#### Problem to work on:
Repeat every entry word for word, skipping the pictures.

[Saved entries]
┌──
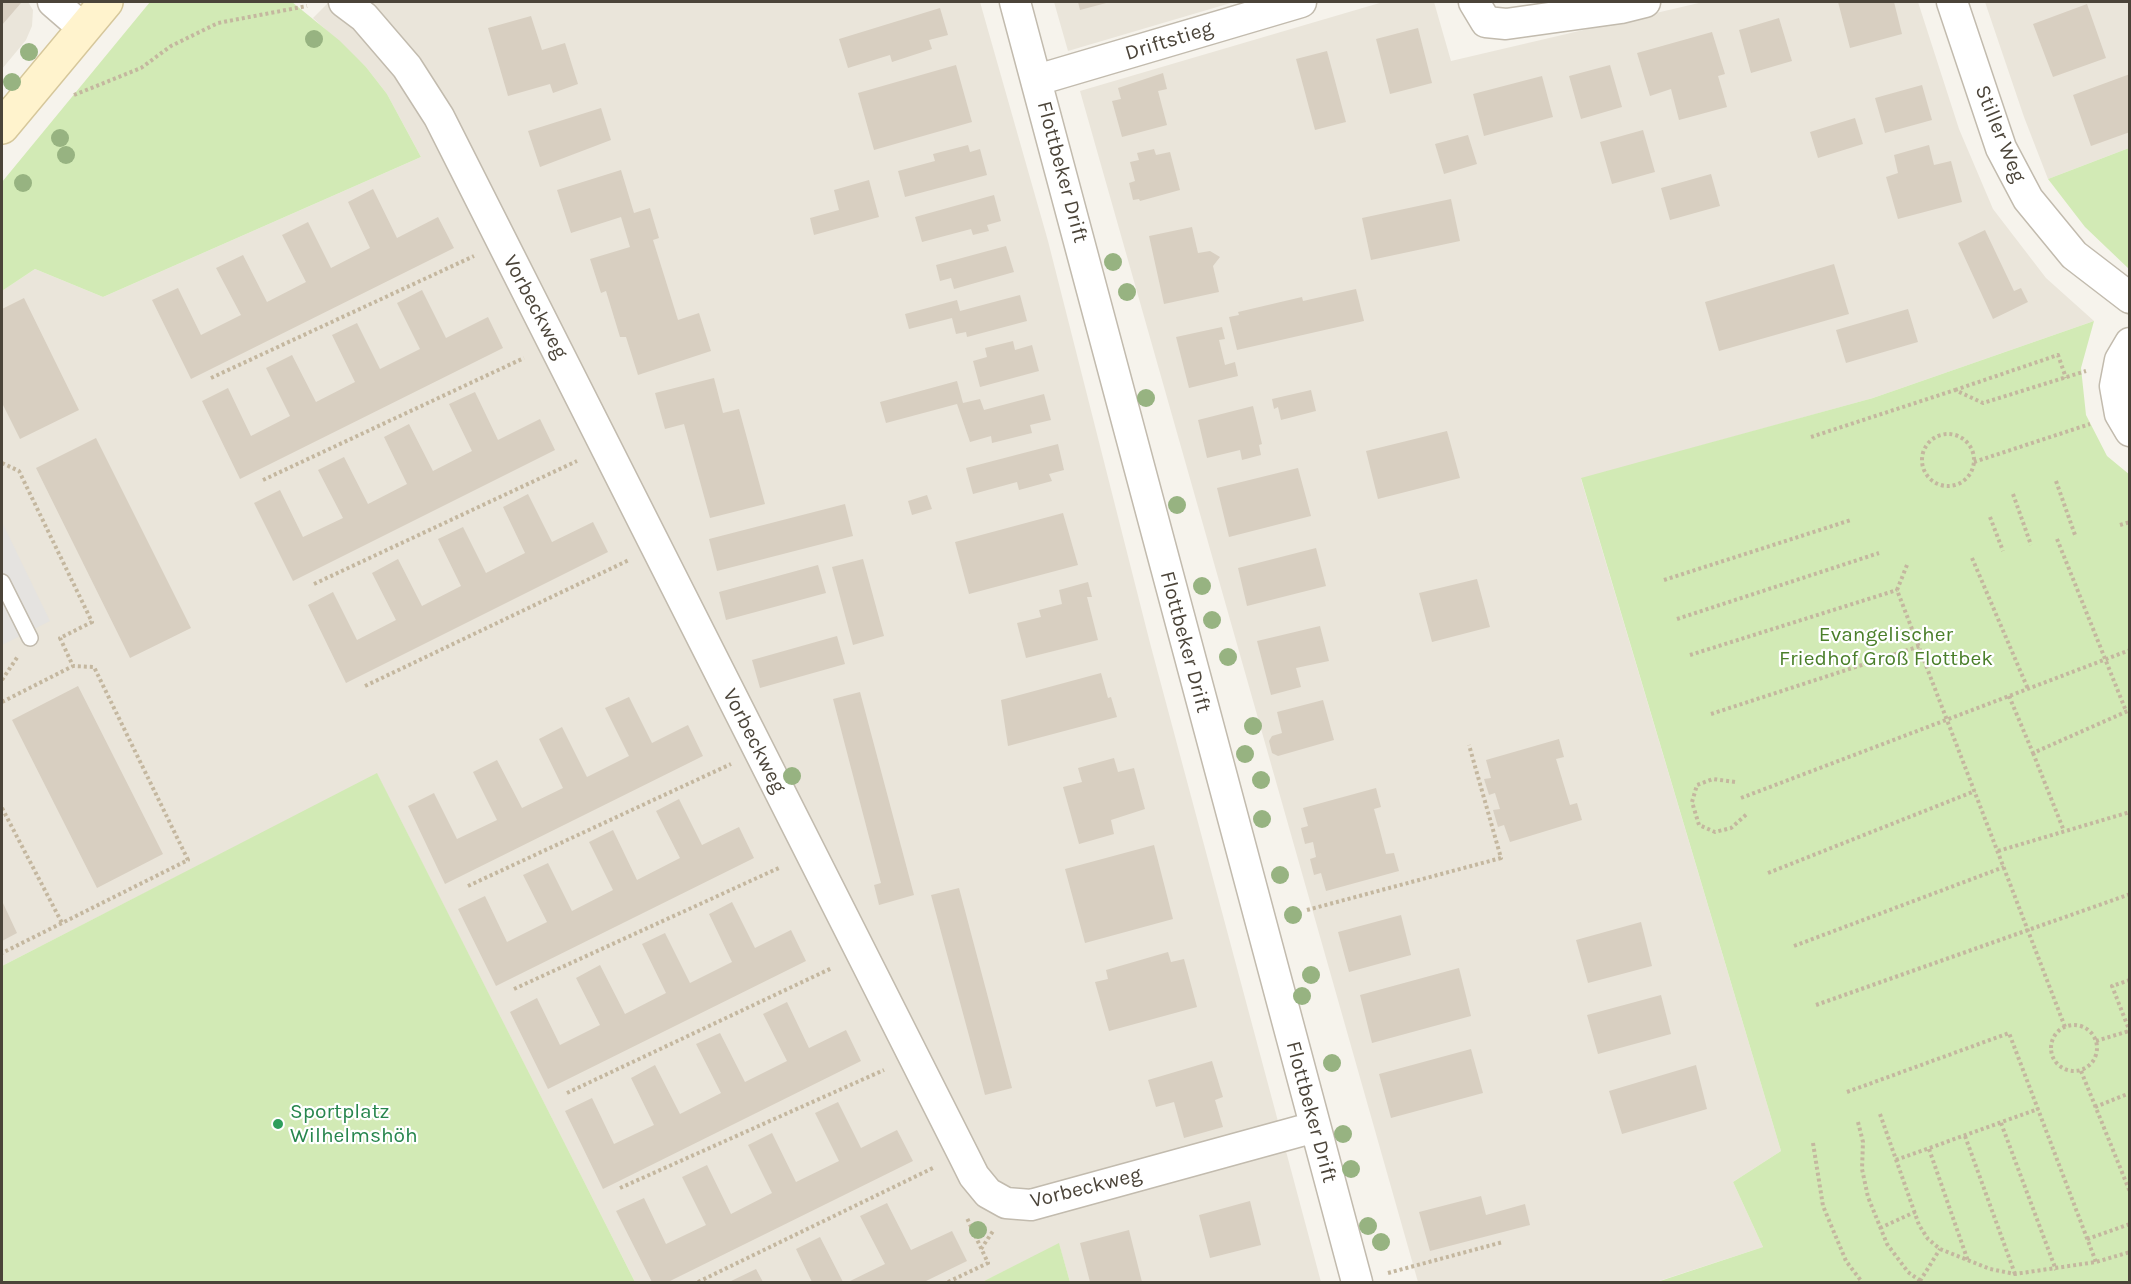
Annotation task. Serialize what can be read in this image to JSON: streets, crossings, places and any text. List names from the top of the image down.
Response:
{
  "streets": {
    "street": [
      "Driftstieg",
      "Stiller Weg",
      "Flottbeker Drift",
      "Vorbeckweg"
    ]
  },
  "crossings": [
    ["Driftstieg", "Flottbeker Drift"],
    ["Flottbeker Drift", "Vorbeckweg"]
  ],
  "parks": ["Evangelischer Friedhof Groß Flottbek"],
  "places": ["Sportplatz Wilhelmshöh"]
}
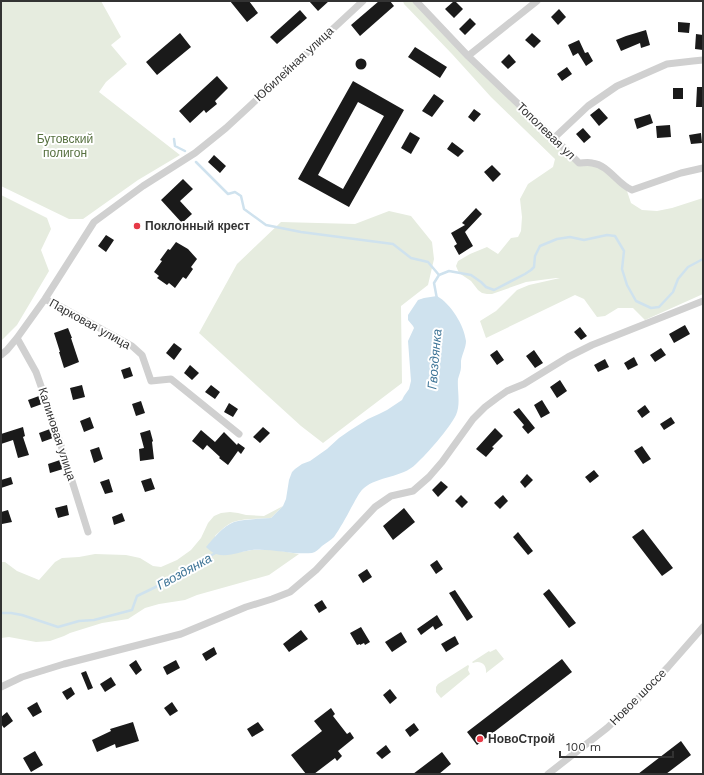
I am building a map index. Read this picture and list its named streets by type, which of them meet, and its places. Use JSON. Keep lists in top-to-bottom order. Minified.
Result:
{"streets":{"street":["Юбилейная улица","Тополевая ул","Парковая улица","Калиновая улица","Новое шоссе"]},"crossings":[["Юбилейная улица","Парковая улица"],["Юбилейная улица","Калиновая улица"]],"water":["Гвоздянка"],"parks":["Бутовский полигон"],"places":["Поклонный крест","НовоСтрой"],"scale_bar":"100 m"}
└──
#### Output:
Annotation task. Serialize what can be read in this image to JSON: streets, crossings, places and any text. List names from the top of the image down.
Response:
{
  "streets": {
    "street": [
      "Driftstieg",
      "Stiller Weg",
      "Flottbeker Drift",
      "Vorbeckweg"
    ]
  },
  "crossings": [
    ["Driftstieg", "Flottbeker Drift"],
    ["Flottbeker Drift", "Vorbeckweg"]
  ],
  "parks": ["Evangelischer Friedhof Groß Flottbek"],
  "places": ["Sportplatz Wilhelmshöh"]
}
I am building a map index. Read this picture and list its named streets by type, which of them meet, and its places. Use JSON. Keep lists in top-to-bottom order. Minified.
Result:
{"streets":{"street":["Юбилейная улица","Тополевая ул","Парковая улица","Калиновая улица","Новое шоссе"]},"crossings":[["Юбилейная улица","Парковая улица"],["Юбилейная улица","Калиновая улица"]],"water":["Гвоздянка"],"parks":["Бутовский полигон"],"places":["Поклонный крест","НовоСтрой"],"scale_bar":"100 m"}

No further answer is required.